-- Task to carry out --
The output is to match the entries below character for character.

*** Material provided ***

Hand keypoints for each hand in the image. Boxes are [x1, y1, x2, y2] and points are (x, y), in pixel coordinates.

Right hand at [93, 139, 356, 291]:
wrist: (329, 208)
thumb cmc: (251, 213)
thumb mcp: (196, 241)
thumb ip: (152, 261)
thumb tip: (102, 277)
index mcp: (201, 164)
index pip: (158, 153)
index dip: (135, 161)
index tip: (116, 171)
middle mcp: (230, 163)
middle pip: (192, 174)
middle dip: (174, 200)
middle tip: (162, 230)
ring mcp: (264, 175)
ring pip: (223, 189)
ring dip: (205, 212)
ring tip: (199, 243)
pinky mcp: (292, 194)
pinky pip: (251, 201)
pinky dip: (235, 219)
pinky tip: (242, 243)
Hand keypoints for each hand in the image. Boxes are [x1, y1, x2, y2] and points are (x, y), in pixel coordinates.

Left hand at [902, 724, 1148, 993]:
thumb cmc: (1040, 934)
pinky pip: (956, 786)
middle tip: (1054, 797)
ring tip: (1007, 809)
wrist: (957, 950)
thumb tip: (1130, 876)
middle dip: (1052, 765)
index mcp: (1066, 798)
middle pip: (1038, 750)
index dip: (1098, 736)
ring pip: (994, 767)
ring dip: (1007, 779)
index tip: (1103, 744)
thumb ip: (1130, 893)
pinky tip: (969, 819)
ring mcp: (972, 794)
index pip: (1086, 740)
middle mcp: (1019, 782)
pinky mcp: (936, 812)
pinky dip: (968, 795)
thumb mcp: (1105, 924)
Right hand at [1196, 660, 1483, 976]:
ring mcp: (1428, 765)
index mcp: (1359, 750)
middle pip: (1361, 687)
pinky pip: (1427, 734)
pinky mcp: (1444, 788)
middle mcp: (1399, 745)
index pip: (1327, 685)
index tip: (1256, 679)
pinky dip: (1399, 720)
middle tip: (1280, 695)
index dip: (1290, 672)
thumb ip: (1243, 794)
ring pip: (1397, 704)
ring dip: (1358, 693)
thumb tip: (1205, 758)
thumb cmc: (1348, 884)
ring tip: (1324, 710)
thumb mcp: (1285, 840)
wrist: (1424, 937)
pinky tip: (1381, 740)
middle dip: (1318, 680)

*** End of Material provided ***

-- Output of the task --
Hand keypoints for each hand in the image. Boxes are [x1, y1, x2, y2] and points are (x, y), in pixel coordinates.

Right hand at [93, 139, 356, 291]:
wrist: (329, 208)
thumb cmc: (251, 213)
thumb mcp: (196, 241)
thumb ip: (152, 261)
thumb tip: (102, 277)
index mcp: (201, 164)
index pip: (158, 153)
index dip: (135, 161)
index tip: (116, 171)
middle mcp: (230, 163)
middle pip: (192, 174)
middle dip: (174, 200)
middle tip: (162, 230)
ring mcp: (264, 175)
ring pip: (223, 189)
ring dip: (205, 212)
ring tip: (199, 243)
pinky mcp: (292, 194)
pinky pip: (251, 201)
pinky dip: (235, 219)
pinky tip: (242, 243)
Hand keypoints for each hand in the image. Boxes are [x1, y1, x2, y2] and points are (x, y), in pixel coordinates.

Left hand at [902, 724, 1148, 993]:
thumb cmc: (1040, 934)
pinky pip: (956, 786)
middle tip: (1054, 797)
ring tip: (1007, 809)
wrist: (957, 950)
thumb tip: (1130, 876)
middle dip: (1052, 765)
index mcp: (1066, 798)
middle pip: (1038, 750)
index dip: (1098, 736)
ring pip: (994, 767)
ring dip: (1007, 779)
index tip: (1103, 744)
thumb ip: (1130, 893)
pinky tip: (969, 819)
ring mcp: (972, 794)
index pip: (1086, 740)
middle mcp: (1019, 782)
pinky mcp: (936, 812)
pinky dip: (968, 795)
thumb mcp: (1105, 924)
Right hand at [1196, 660, 1483, 976]:
ring mcp: (1428, 765)
index mcp: (1359, 750)
middle pip: (1361, 687)
pinky pip: (1427, 734)
pinky mcp: (1444, 788)
middle mcp: (1399, 745)
index pip: (1327, 685)
index tip: (1256, 679)
pinky dip: (1399, 720)
middle tip: (1280, 695)
index dip: (1290, 672)
thumb ip: (1243, 794)
ring pip: (1397, 704)
ring dip: (1358, 693)
thumb tip: (1205, 758)
thumb cmc: (1348, 884)
ring tip: (1324, 710)
thumb mcp: (1285, 840)
wrist: (1424, 937)
pinky tip: (1381, 740)
middle dip: (1318, 680)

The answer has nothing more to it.